[Stored data entries]

=== Section Start ===

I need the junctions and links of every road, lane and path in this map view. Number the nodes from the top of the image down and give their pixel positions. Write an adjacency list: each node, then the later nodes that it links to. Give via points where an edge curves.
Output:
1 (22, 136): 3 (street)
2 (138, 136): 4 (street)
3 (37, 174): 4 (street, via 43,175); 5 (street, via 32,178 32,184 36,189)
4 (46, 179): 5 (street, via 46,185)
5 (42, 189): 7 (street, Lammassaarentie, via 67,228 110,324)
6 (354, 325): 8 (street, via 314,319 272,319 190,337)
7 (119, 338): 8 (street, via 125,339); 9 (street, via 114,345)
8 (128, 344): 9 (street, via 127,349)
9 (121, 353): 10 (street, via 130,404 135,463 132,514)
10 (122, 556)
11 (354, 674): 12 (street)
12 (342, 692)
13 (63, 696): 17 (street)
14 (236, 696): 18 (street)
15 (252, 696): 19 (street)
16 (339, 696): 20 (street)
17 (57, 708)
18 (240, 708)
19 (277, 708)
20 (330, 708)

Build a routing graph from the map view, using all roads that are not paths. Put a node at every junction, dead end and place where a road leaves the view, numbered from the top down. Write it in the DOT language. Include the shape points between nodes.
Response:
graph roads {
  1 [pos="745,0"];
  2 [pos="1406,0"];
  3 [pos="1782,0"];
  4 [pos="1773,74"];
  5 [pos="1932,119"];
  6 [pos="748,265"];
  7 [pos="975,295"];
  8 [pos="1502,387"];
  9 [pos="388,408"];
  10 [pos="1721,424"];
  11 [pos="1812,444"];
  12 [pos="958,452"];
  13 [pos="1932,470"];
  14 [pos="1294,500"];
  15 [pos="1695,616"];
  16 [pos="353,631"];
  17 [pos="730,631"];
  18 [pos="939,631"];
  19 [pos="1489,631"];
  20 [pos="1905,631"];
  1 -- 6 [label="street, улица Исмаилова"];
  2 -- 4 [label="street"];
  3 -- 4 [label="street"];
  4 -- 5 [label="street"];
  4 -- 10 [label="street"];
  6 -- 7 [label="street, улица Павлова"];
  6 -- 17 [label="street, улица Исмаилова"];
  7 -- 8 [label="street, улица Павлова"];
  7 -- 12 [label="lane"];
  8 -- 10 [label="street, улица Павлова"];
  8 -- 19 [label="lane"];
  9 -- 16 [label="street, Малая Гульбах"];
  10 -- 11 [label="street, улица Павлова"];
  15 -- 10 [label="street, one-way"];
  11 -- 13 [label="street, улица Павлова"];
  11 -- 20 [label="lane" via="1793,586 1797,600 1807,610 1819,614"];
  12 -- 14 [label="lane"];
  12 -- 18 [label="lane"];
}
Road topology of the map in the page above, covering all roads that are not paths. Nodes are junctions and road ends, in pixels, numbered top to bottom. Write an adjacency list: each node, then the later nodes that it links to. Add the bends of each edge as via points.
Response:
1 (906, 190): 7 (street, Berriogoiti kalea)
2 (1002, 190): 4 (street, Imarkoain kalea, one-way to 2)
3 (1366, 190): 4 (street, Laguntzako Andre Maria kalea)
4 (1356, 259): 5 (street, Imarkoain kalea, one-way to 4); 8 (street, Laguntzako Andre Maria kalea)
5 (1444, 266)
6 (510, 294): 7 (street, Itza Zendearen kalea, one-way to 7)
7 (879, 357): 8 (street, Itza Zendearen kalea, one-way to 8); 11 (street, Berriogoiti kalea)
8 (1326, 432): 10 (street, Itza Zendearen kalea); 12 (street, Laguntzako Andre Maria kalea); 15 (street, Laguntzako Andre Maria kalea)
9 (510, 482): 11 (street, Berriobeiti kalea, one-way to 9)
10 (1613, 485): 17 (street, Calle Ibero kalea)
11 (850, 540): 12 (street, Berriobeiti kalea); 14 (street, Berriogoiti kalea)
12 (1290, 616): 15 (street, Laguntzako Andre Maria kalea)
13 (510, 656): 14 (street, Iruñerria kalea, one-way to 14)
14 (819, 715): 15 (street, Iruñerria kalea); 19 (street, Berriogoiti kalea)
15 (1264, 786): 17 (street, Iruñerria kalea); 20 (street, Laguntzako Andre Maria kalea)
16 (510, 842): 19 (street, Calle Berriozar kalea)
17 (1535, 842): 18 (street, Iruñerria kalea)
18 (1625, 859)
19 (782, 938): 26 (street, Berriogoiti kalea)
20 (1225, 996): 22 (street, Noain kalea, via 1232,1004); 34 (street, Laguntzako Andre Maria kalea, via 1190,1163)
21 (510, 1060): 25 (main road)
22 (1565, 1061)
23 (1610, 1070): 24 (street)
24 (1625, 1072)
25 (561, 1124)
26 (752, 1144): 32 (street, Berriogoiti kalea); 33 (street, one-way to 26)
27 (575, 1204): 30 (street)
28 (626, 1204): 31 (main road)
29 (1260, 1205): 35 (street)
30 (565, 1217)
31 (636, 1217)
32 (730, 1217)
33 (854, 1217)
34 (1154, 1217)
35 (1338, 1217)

=== Section End ===

WHAT IS REQUIRED:
Starting at the first line of the records above, please copy every line exactly through the line containing "Build a routing", and stop there.

RESPONSE TO THIS TASK:
I need the junctions and links of every road, lane and path in this map view. Number the nodes from the top of the image down and give their pixel positions. Write an adjacency list: each node, then the later nodes that it links to. Give via points where an edge curves.
Output:
1 (22, 136): 3 (street)
2 (138, 136): 4 (street)
3 (37, 174): 4 (street, via 43,175); 5 (street, via 32,178 32,184 36,189)
4 (46, 179): 5 (street, via 46,185)
5 (42, 189): 7 (street, Lammassaarentie, via 67,228 110,324)
6 (354, 325): 8 (street, via 314,319 272,319 190,337)
7 (119, 338): 8 (street, via 125,339); 9 (street, via 114,345)
8 (128, 344): 9 (street, via 127,349)
9 (121, 353): 10 (street, via 130,404 135,463 132,514)
10 (122, 556)
11 (354, 674): 12 (street)
12 (342, 692)
13 (63, 696): 17 (street)
14 (236, 696): 18 (street)
15 (252, 696): 19 (street)
16 (339, 696): 20 (street)
17 (57, 708)
18 (240, 708)
19 (277, 708)
20 (330, 708)

Build a routing graph from the map view, using all roads that are not paths. Put a node at every junction, dead end and place where a road leaves the view, numbered from the top down. Write it in the DOT language. Include the shape points between nodes.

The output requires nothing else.